• **EXERCISE DIRECTIONS**:
Where a line below holds the string "their", copy that line.

= Beginning of Section =

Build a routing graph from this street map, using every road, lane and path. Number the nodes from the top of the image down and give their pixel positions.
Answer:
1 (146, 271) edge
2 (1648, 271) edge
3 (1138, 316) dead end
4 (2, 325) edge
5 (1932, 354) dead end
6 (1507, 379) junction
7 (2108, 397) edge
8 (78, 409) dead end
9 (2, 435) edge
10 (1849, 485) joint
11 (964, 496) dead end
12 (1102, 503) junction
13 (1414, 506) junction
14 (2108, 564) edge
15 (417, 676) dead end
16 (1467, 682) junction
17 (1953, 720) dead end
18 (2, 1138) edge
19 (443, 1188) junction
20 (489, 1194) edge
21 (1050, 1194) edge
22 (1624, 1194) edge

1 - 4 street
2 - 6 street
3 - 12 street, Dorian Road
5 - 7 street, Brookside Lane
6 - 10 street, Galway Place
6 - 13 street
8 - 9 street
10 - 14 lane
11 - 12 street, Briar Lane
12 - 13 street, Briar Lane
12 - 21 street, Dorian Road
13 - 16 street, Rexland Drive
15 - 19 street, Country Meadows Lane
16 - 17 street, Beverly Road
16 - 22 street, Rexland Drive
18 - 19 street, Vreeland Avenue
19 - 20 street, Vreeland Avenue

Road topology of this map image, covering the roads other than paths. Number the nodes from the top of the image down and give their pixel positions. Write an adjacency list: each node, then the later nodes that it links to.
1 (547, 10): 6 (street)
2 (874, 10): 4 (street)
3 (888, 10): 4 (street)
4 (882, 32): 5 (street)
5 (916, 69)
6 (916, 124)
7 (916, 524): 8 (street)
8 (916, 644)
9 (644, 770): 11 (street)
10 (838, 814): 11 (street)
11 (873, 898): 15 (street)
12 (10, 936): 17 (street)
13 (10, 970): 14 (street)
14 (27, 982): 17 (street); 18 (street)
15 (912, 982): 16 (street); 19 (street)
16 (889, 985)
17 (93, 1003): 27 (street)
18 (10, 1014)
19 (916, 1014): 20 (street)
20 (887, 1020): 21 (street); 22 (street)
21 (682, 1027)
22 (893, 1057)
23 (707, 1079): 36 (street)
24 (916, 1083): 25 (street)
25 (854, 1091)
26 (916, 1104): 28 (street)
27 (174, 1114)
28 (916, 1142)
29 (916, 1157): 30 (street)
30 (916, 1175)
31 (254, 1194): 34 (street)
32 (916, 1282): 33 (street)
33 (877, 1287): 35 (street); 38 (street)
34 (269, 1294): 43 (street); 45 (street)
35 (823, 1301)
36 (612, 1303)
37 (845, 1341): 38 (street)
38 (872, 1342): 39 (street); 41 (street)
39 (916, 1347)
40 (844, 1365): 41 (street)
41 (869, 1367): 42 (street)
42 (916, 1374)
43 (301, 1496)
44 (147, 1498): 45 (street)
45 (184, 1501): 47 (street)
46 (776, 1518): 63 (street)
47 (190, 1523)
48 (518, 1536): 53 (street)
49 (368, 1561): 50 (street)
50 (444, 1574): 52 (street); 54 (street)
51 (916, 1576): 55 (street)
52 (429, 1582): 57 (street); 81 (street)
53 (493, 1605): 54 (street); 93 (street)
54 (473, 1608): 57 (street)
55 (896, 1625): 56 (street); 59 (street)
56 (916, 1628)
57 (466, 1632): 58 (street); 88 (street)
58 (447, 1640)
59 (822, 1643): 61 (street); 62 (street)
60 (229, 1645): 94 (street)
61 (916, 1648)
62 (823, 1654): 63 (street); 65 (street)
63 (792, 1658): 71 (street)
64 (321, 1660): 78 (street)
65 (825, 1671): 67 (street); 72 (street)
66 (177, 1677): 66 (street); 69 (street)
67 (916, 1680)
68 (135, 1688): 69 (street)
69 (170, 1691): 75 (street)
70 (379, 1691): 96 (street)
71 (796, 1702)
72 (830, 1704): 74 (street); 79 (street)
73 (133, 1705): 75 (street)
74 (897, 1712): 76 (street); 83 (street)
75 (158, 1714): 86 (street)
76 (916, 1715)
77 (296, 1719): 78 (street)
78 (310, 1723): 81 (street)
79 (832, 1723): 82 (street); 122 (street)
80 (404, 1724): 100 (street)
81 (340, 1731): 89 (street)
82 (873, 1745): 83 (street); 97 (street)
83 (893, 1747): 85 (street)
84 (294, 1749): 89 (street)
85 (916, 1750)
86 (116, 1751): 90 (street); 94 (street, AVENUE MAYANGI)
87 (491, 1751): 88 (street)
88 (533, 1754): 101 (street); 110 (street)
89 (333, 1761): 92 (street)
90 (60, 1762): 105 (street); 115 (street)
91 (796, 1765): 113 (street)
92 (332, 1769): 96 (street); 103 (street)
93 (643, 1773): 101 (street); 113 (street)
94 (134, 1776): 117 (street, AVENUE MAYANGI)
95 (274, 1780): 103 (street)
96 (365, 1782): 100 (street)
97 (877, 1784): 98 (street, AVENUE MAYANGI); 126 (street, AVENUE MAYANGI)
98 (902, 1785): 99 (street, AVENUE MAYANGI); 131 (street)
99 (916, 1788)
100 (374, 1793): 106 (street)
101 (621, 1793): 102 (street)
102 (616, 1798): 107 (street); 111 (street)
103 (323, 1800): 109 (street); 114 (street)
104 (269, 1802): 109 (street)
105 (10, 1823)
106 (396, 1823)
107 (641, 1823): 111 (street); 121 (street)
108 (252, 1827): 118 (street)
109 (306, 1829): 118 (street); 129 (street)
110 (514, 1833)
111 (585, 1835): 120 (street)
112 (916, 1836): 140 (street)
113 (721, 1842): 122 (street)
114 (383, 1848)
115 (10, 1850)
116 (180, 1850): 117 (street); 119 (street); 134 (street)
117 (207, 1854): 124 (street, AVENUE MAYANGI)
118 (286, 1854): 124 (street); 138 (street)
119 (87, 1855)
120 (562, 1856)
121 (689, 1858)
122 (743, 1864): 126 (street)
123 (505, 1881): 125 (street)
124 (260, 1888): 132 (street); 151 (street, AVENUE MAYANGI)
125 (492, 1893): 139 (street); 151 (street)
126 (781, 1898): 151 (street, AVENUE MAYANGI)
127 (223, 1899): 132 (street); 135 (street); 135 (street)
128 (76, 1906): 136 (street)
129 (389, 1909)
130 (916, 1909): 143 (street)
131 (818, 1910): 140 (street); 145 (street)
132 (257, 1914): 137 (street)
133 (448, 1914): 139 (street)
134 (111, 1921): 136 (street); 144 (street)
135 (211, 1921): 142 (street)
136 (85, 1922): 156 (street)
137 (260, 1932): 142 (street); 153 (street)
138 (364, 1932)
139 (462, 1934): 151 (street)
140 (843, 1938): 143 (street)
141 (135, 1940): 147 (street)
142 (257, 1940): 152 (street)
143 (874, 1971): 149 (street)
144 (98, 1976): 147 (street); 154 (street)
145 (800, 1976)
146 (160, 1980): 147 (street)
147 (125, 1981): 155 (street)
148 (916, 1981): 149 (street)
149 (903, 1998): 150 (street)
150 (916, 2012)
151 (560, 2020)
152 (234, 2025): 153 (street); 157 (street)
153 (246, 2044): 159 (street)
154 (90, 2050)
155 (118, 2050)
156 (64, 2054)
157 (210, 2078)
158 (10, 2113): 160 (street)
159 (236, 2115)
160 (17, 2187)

= End of Section =

• **YOUR SOLUTION**:
Build a routing graph from this street map, using every road, lane and path. Number the nodes from the top of the image down and give their pixel positions.
Road topology of this map image, covering the roads other than paths. Number the nodes from the top of the image down and give their pixel positions. Write an adjacency list: each node, then the later nodes that it links to.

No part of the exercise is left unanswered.